Phoenix.Template.Engine behaviour
The following is the idea of how the thing works. I have an engine, Drab.Live.Engine
, which you need to add to the config.exs
to be a default engine for a .drab
extension. Engine implements Phoenix.Template.Engine
behaviour, which covers compile/2
returning compiled template.
This is an overview of how it works (not actual code):
@behaviour Phoenix.Template.Engine
@impl true
def compile(path, _name) do
{safe, meta} = path
|> File.read!()
|> EEx.compile_string(engine: Drab.Live.EExEngine, file: path, line: 1)
Drab.Live.Cache.save(path, meta)
safe
end
The above runs at the compile time, and results with the render functions for the template, stored in the MyAppWeb.MyView
. As a side effect, it updates Drab.Live.Cache
with the metadata for each template file, which are used in the runtime.
How to do it better?
1) Mimic Phoenix and store all the stuff in the view.
defmodule MyAppWeb.MyView do
use MyAppWeb.Web, :view
use Drab.Live.View
end
With this approach, Drab.Live.View
would inject functions with metadata directly into the your view. Very convenient, but requires double compilation. And plenty of work to mimic Phoenix.View. Also, you will be forced to put use Drab.Live.View
to your View or globally to web.ex
, which changes the API (which is OK as Drab is still <1.0.0).
2) Create individual modules per compiled template
Drab.Live.Cache.save
knows the template file path. It could create a module like MyAppWeb.Drab.Live.Web.Templates.Users.Form
for web/templates/users/form.html.drab
, etc. It should be done individually, for each compiled template.
I like this approach, as it is simpler for me, and less invading for the user of the library (no need for additional use ...
in the web.ex
.
The module would have only one function, returning metadata for the given template.
I’ve made some experiments, and looks like getting the compiled binary from defmodule
and storing it in the MyAppWeb.Drab.Live.Web.Templates.Users.Form.beam
does the trick.
The downside of this approach is a number of artificial modules.

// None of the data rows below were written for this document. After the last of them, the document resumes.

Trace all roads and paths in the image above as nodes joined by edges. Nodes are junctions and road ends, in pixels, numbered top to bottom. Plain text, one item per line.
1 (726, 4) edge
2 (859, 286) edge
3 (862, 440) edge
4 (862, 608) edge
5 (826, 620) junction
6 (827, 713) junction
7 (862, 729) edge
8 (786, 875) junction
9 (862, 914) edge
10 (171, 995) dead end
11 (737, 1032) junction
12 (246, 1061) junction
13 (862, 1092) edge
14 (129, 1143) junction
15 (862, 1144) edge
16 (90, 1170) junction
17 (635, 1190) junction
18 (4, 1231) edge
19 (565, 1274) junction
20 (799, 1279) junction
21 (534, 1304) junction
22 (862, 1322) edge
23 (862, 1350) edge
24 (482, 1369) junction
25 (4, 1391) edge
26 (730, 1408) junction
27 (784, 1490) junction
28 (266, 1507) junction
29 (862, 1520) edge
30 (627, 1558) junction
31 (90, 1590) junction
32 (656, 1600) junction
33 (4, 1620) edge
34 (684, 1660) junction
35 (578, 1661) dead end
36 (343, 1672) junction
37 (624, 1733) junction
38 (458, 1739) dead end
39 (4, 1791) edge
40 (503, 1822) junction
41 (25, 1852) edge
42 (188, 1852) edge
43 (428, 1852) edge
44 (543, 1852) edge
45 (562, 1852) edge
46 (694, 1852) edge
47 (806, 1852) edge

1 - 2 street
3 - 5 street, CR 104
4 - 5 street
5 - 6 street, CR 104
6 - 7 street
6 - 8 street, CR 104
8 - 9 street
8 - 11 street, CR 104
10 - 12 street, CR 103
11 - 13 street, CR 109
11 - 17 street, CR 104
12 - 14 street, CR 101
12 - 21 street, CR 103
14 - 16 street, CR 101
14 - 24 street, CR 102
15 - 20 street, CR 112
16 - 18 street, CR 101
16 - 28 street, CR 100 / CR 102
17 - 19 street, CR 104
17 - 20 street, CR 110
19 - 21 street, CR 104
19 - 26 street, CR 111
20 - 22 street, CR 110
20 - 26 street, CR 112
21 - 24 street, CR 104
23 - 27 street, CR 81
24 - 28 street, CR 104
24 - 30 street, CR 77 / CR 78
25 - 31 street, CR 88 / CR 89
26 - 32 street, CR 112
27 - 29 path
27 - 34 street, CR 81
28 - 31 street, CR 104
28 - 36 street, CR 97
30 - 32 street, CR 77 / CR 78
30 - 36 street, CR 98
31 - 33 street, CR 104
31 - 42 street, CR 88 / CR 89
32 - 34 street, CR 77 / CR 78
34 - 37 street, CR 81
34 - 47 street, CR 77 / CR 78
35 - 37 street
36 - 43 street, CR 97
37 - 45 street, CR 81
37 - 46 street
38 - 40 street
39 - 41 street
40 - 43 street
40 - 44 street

3) Generate one module, having one function per template
As above, but group the functions returning metadata for a template in the one entity. That would be nice, but as far as I know, there is no way to add a function to the existing module. And Phoenix calls compile
for each template separately.
4) No metaprogramming, inject metadata to the html
Drab is websocket based, so we have a connectivity to the browser. Actually, it already injects some data to the generated html (see __drab
global var in the JS console). It is easy and tempting to just do it, but this is a wasting of resources. The same data travels from the server to the client, and back again.